Boston College Troubles archive closure a loss to history, says Professor Paul Bew
The academic who came up with the concept of the Boston College Troubles archive has described its closure as a historical loss.
Paul Bew, a professor of politics at Queen's University, Belfast, said the fall-out of the arrest of Sinn Fein's Gerry Adams resulted in the future of any other major project being "under a cloud".
His comments come as Boston College announced it was prepared to give back taped recordings and other material to ex-IRA and loyalist paramilitaries who had taken part.
It involved testimonies by republicans and loyalists, but was not intended to be made public during their lifetimes. At least 26 former paramilitaries agreed to be interviewed.
The college made the announcement after Mr Adams was arrested and quizzed for four days due to evidence obtained from the tapes in connection with the murder of Jean McConville.
He was later released without charge. The Sinn Fein leader has denied any involvement in the abduction and murder of the widow whom the IRA accused of being an informer. Mr Adams also criticised the Boston project as "flawed from the beginning".

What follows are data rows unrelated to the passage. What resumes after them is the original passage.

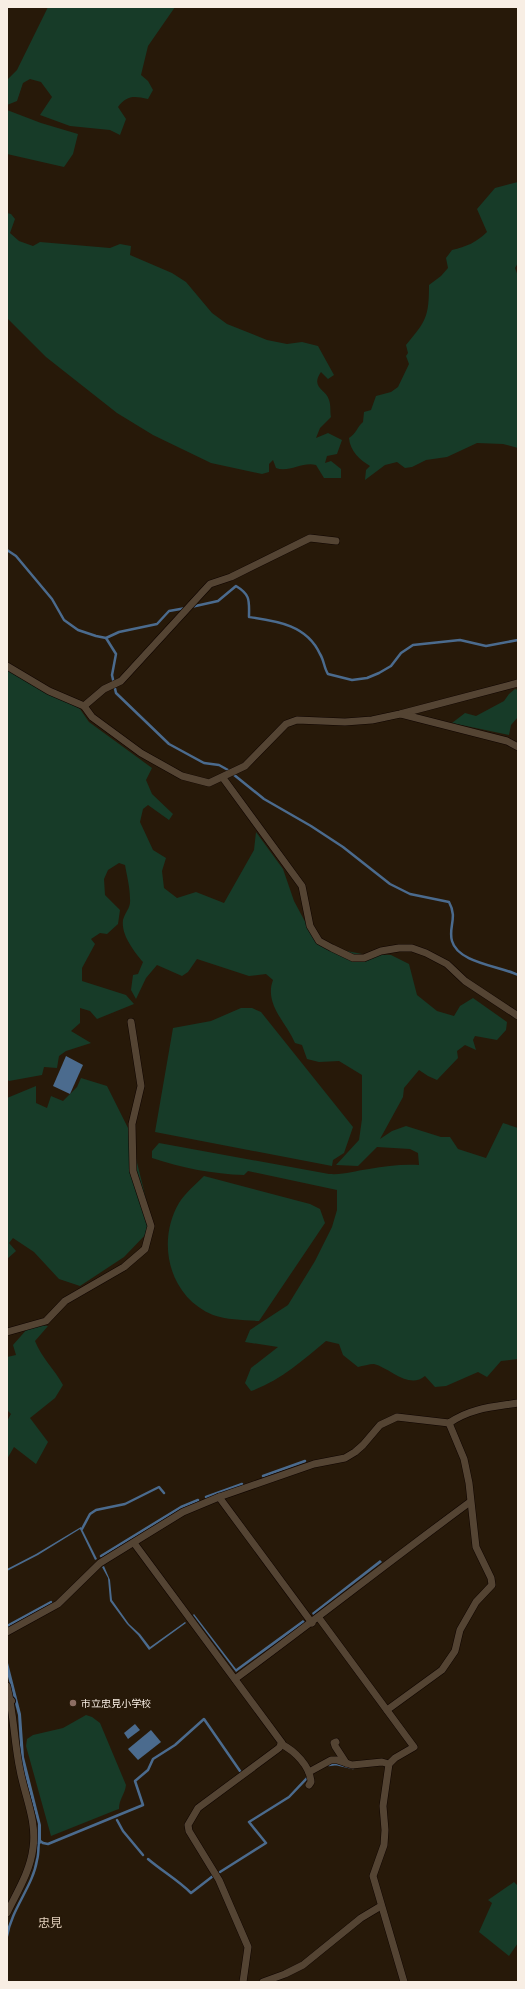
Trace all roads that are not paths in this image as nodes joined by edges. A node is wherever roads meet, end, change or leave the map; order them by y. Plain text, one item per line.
1 (336, 541) dead end
2 (7, 666) edge
3 (518, 683) edge
4 (84, 706) junction
5 (400, 714) junction
6 (518, 747) edge
7 (223, 778) junction
8 (518, 1016) edge
9 (131, 1022) dead end
10 (7, 1332) edge
11 (518, 1404) edge
12 (449, 1423) junction
13 (219, 1497) junction
14 (470, 1502) junction
15 (134, 1543) junction
16 (319, 1618) junction
17 (312, 1623) junction
18 (7, 1632) edge
19 (235, 1680) junction
20 (7, 1686) edge
21 (9, 1702) edge
22 (387, 1710) junction
23 (336, 1742) dead end
24 (281, 1744) junction
25 (346, 1763) junction
26 (389, 1764) junction
27 (309, 1772) junction
28 (309, 1784) dead end
29 (381, 1906) junction
30 (7, 1914) edge
31 (243, 1982) edge
32 (263, 1982) edge
33 (404, 1982) edge

1 - 4 street
2 - 4 street
3 - 5 street
4 - 7 street
5 - 6 street
5 - 7 street
7 - 8 street
9 - 10 street
11 - 12 street
12 - 13 street
12 - 14 street
13 - 15 street
13 - 17 street
14 - 16 street
14 - 22 street
15 - 18 street
15 - 19 street
16 - 17 street
16 - 22 street
17 - 19 street
19 - 24 street
20 - 21 street
21 - 30 street
22 - 26 street
23 - 25 street
24 - 27 street
24 - 31 street
25 - 26 street
25 - 27 street
26 - 29 street
27 - 28 street
29 - 32 street
29 - 33 street

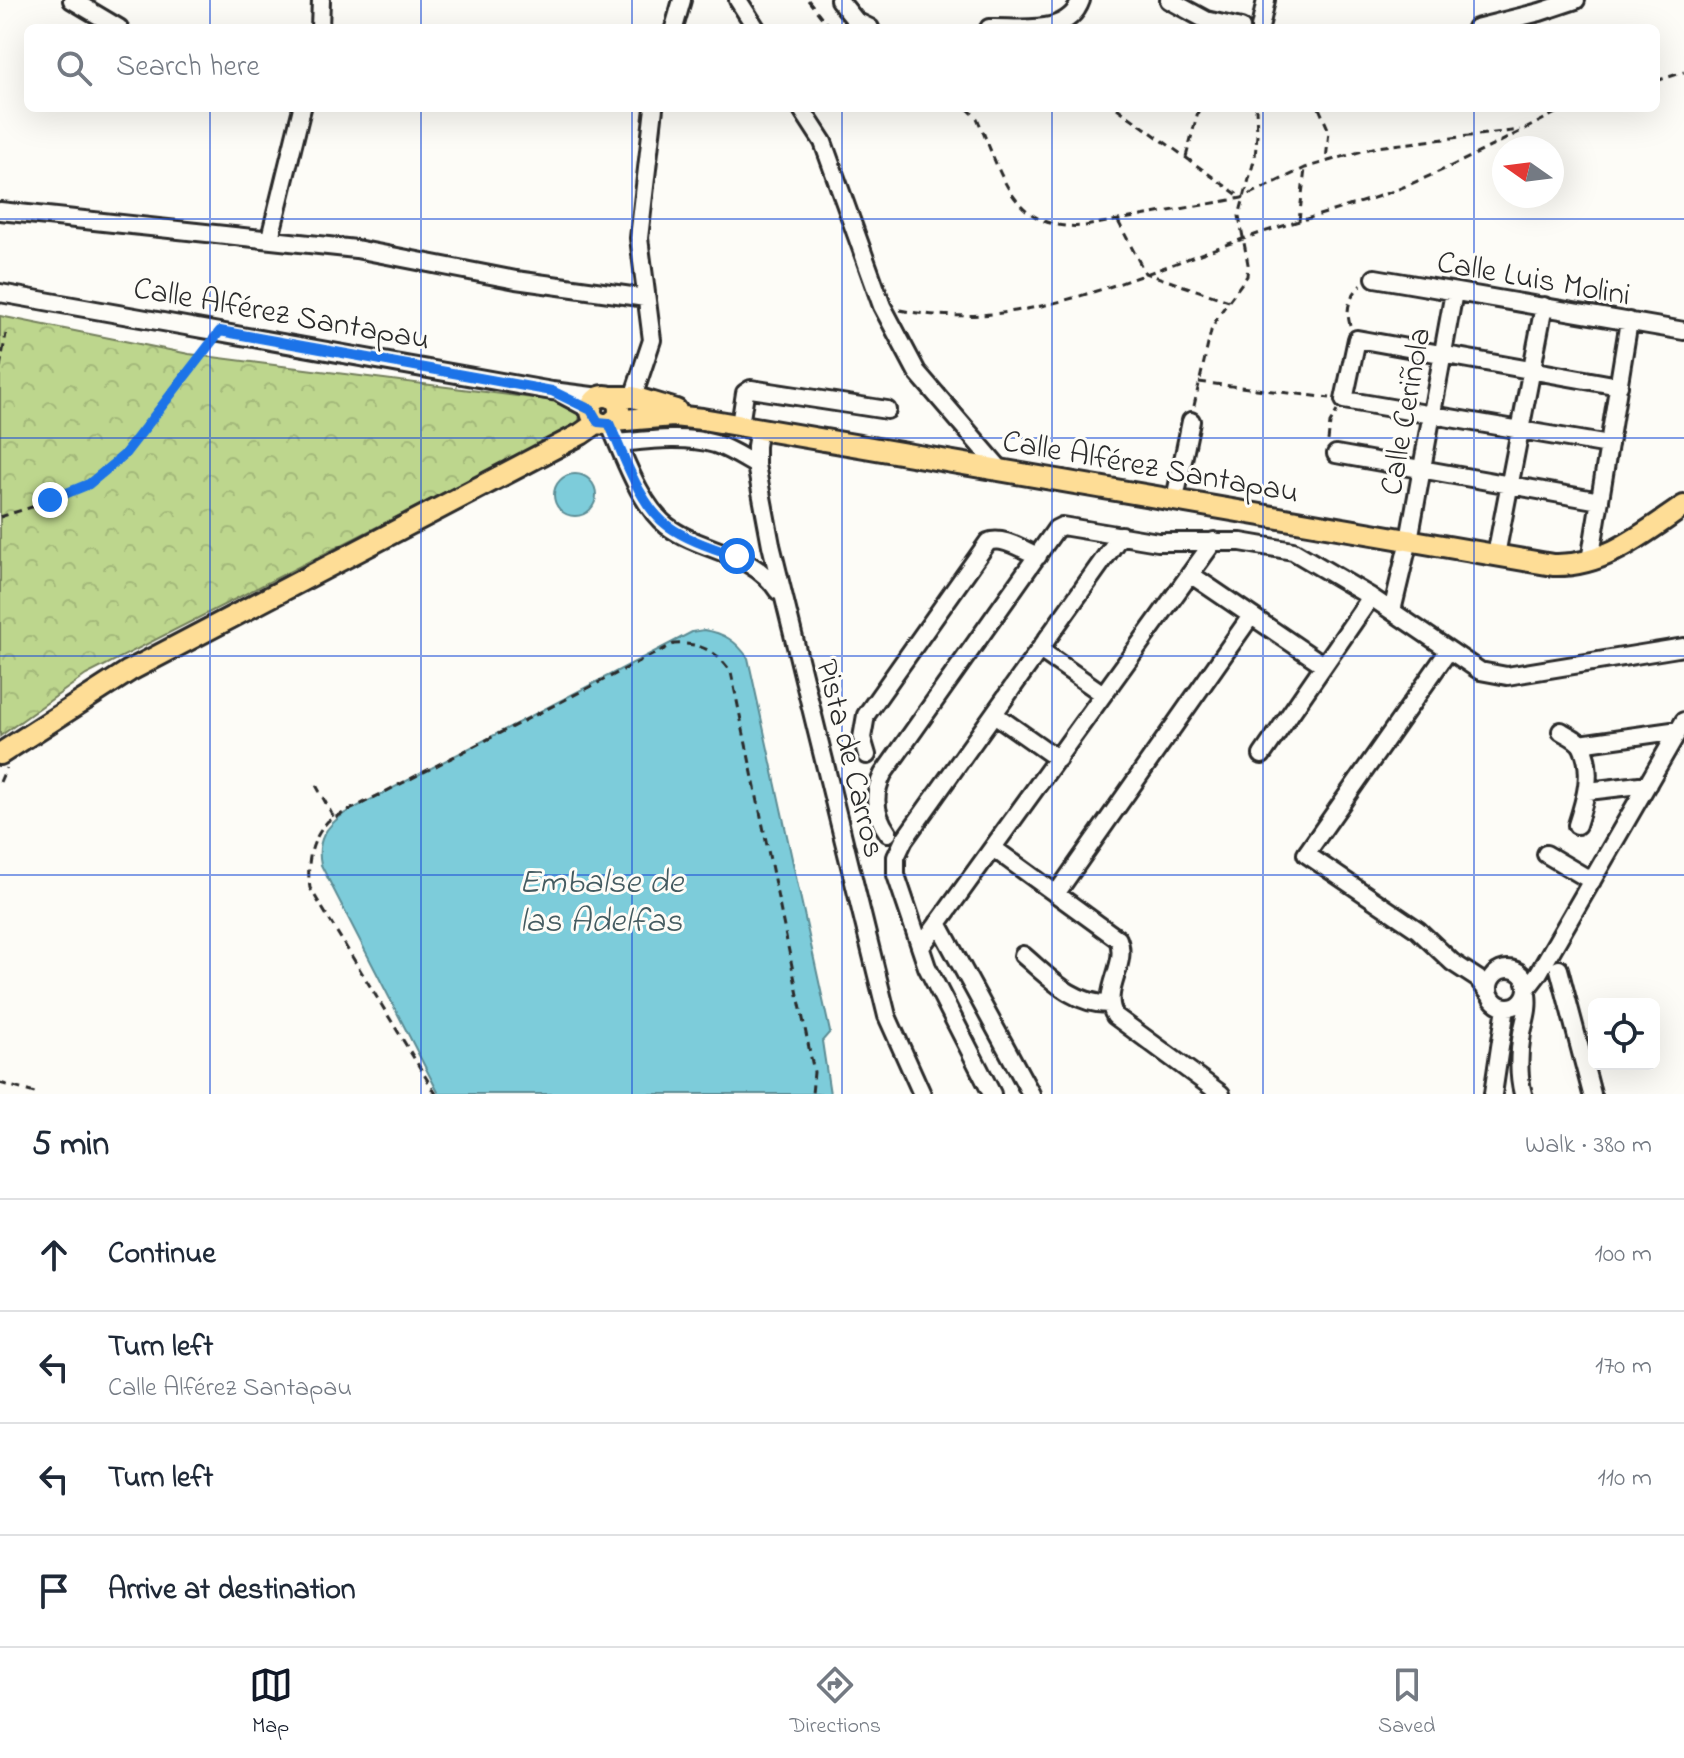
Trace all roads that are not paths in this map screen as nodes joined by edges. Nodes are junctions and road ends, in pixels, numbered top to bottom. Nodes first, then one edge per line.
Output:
1 (72, 0) edge
2 (321, 0) edge
3 (682, 0) edge
4 (738, 0) edge
5 (839, 0) edge
6 (1081, 0) edge
7 (1169, 0) edge
8 (1266, 0) edge
9 (1576, 0) edge
10 (112, 24) edge
11 (320, 24) edge
12 (675, 24) edge
13 (753, 24) edge
14 (862, 24) edge
15 (1058, 24) edge
16 (1224, 24) edge
17 (1261, 24) edge
18 (1492, 24) edge
19 (301, 112) edge
20 (654, 112) edge
21 (804, 112) edge
22 (0, 211) edge
23 (270, 238) junction
24 (1375, 278) road end
25 (1454, 292) junction
26 (0, 293) edge
27 (646, 298) junction
28 (1544, 306) junction
29 (1629, 321) junction
30 (1684, 331) edge
31 (1442, 355) junction
32 (1531, 373) junction
33 (1619, 386) junction
34 (633, 397) junction
35 (887, 410) dead end
36 (604, 412) junction
37 (1431, 414) junction
38 (702, 419) junction
39 (1191, 421) road end
40 (750, 426) junction
41 (1520, 430) junction
42 (618, 443) junction
43 (1609, 445) junction
44 (1336, 454) road end
45 (756, 465) junction
46 (1001, 470) junction
47 (1421, 470) junction
48 (1509, 486) junction
49 (1175, 499) junction
50 (1600, 501) junction
51 (1684, 506) edge
52 (1121, 535) junction
53 (1409, 540) junction
54 (1214, 541) junction
55 (1496, 555) junction
56 (1038, 556) junction
57 (1590, 561) junction
58 (1190, 574) junction
59 (1371, 597) junction
60 (784, 601) junction
61 (1392, 611) junction
62 (1251, 616) junction
63 (1684, 647) edge
64 (1040, 650) junction
65 (1449, 650) junction
66 (1667, 651) junction
67 (1684, 654) edge
68 (1324, 665) junction
69 (1103, 694) junction
70 (994, 714) junction
71 (1682, 726) edge
72 (1561, 731) dead end
73 (1580, 744) junction
74 (0, 754) edge
75 (867, 755) dead end
76 (1262, 755) dead end
77 (1058, 759) junction
78 (1648, 784) junction
79 (1588, 791) junction
80 (1577, 825) dead end
81 (888, 833) dead end
82 (993, 848) junction
83 (1546, 854) dead end
84 (1592, 881) junction
85 (1056, 894) junction
86 (938, 923) junction
87 (1556, 943) junction
88 (921, 947) junction
89 (1023, 955) dead end
90 (1461, 967) junction
91 (1510, 969) junction
92 (1559, 969) dead end
93 (1527, 990) junction
94 (1491, 996) junction
95 (1110, 1004) junction
96 (1508, 1008) junction
97 (1523, 1031) junction
98 (922, 1094) edge
99 (992, 1094) edge
100 (1031, 1094) edge
101 (1221, 1094) edge
102 (1493, 1094) edge
103 (1523, 1094) edge
104 (1592, 1094) edge

1 - 10 street
2 - 11 street
3 - 12 street
4 - 13 street
5 - 14 street
6 - 15 street
7 - 16 street
8 - 17 street
9 - 18 street
19 - 23 street
20 - 27 street
21 - 46 street
22 - 23 street
23 - 27 street
24 - 25 street, Calle Luis Molini
25 - 28 street, Calle Luis Molini
25 - 31 street, Calle Ceriñola
26 - 36 street, Calle Alférez Santapau
27 - 34 street
28 - 29 street, Calle Luis Molini
28 - 32 street
29 - 30 street, Calle Luis Molini
29 - 33 street
31 - 32 street
31 - 37 street, Calle Ceriñola
31 - 37 street
32 - 33 street
32 - 41 street
33 - 43 street
34 - 36 main road, Calle Alférez Santapau
34 - 38 main road, Calle Alférez Santapau
35 - 40 street, Pista de Carros
36 - 38 main road, Calle Alférez Santapau
36 - 42 street
36 - 74 main road
37 - 41 street
37 - 47 street, Calle Ceriñola
38 - 40 main road, Calle Alférez Santapau
39 - 49 street
40 - 45 street, Pista de Carros
40 - 46 main road, Calle Alférez Santapau
41 - 43 street
41 - 48 street
42 - 45 street
42 - 60 street
43 - 50 street
44 - 47 street
45 - 60 street, Pista de Carros
46 - 49 main road, Calle Alférez Santapau
47 - 48 street
47 - 53 street, Calle Ceriñola
48 - 50 street
48 - 55 street
49 - 53 main road, Calle Alférez Santapau
50 - 57 street
51 - 57 main road, Calle Alférez Santapau
52 - 54 street
52 - 56 street
52 - 64 street
53 - 55 main road, Calle Alférez Santapau
53 - 61 street, Calle Ceriñola
54 - 58 street
54 - 59 street
55 - 57 main road, Calle Alférez Santapau
56 - 75 street
56 - 81 street
58 - 62 street
58 - 69 street
59 - 61 street
59 - 68 street
60 - 98 street, Pista de Carros
61 - 65 street
62 - 68 street
62 - 85 street
63 - 66 street
64 - 69 street
64 - 70 street
65 - 66 street
65 - 90 street
66 - 67 street
68 - 76 street
69 - 77 street
70 - 77 street
70 - 88 street
71 - 73 street
71 - 78 street
72 - 73 street
73 - 79 street
77 - 82 street
78 - 79 street
78 - 84 street
79 - 80 street
82 - 85 street
82 - 86 street
83 - 84 street
84 - 87 street
85 - 95 street
86 - 88 street
86 - 100 street
87 - 91 street
87 - 93 street
88 - 99 street
89 - 95 street
90 - 91 street
90 - 94 street
91 - 93 street
91 - 94 street
92 - 104 street
93 - 96 street
93 - 97 street
94 - 96 street
95 - 101 street
96 - 97 street
96 - 102 street
97 - 103 street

Lord Bew said the decision over the tapes had led to clear "losers".
"In the atmosphere of recrimination there are definite losers," he said.
"The prestige of Boston College will continue to grow but a project which had been designed as one of the jewels in the crown of a great library has gone.

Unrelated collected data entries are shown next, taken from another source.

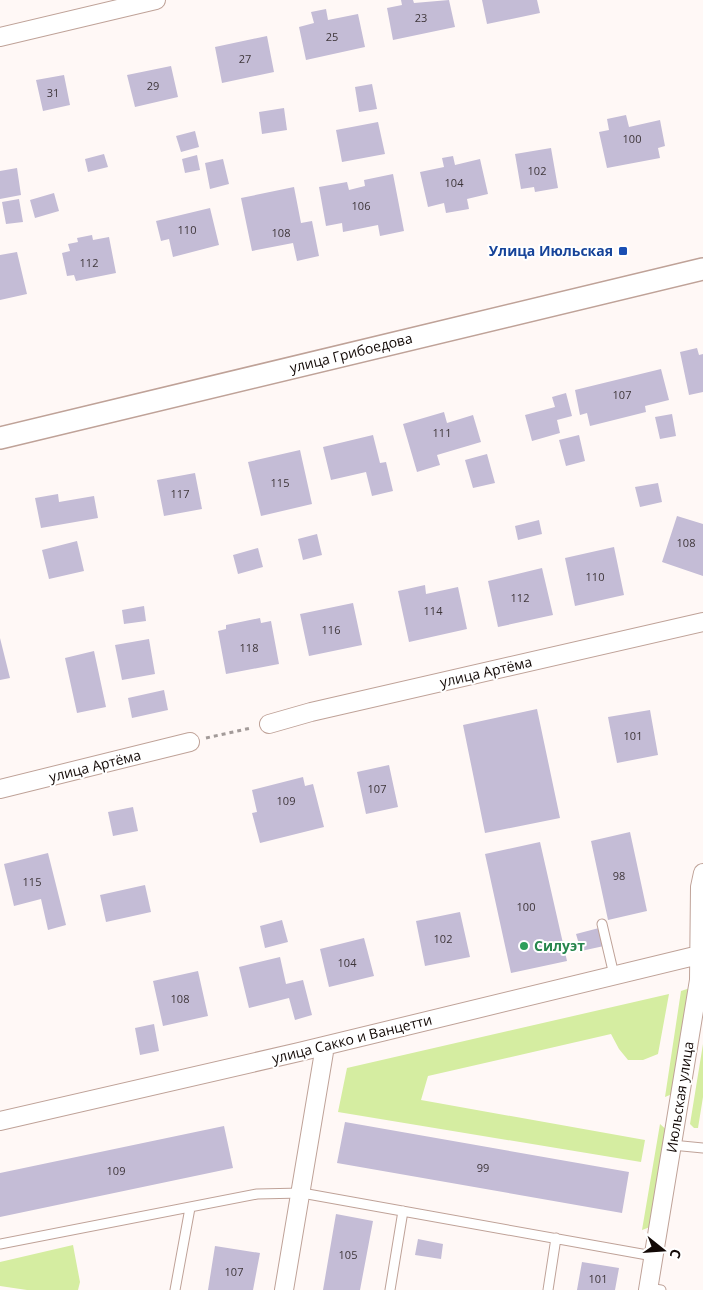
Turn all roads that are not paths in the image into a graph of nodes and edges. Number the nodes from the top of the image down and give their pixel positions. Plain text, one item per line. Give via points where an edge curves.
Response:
1 (156, 0) edge
2 (0, 37) edge
3 (703, 268) edge
4 (0, 438) edge
5 (703, 622) edge
6 (269, 724) road end
7 (190, 742) road end
8 (0, 789) edge
9 (703, 873) edge
10 (602, 924) dead end
11 (701, 955) edge
12 (614, 975) junction
13 (325, 1046) junction
14 (0, 1121) edge
15 (672, 1145) junction
16 (703, 1148) edge
17 (302, 1193) junction
18 (190, 1208) junction
19 (404, 1211) junction
20 (556, 1238) junction
21 (0, 1244) edge
22 (653, 1256) junction
23 (652, 1289) edge
24 (175, 1290) edge
25 (284, 1290) edge
26 (390, 1290) edge
27 (548, 1290) edge

1 - 2 street
3 - 4 street, улица Грибоедова
5 - 6 street, улица Артёма
7 - 8 street, улица Артёма
9 - 11 street, Июльская улица via 700,888
10 - 12 lane
11 - 12 street, улица Сакко и Ванцетти
11 - 15 street, Июльская улица
12 - 13 street, улица Сакко и Ванцетти
13 - 14 street, улица Сакко и Ванцетти
13 - 17 street
15 - 16 lane
15 - 22 street, Июльская улица
17 - 18 lane via 257,1194
17 - 19 lane
17 - 25 street
18 - 21 lane
18 - 24 lane
19 - 20 lane
19 - 26 lane
20 - 22 lane
20 - 27 lane
22 - 23 street, Июльская улица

"Other similar projects to use oral history as a means of dealing with the past in the Troubles are also, to say the least, under a cloud."
The professor said the college contributed more to the peace process, in a "truly ecumenical way", than any other American university.
He said he supported the project aware that material for the study of earlier phases of the Troubles was "relatively scant".
Lord Bew described the idea as a "logical step" post-Good Friday Agreement in what was an "optimistic atmosphere".
"I was motivated by a sense that the Troubles were over and should never be allowed to happen again and that the more knowledge and raw material was left behind for future generations to study the less chance there would be of another repeat," he said."
But he said he now accepts this might be an "overly-romantic" view of history.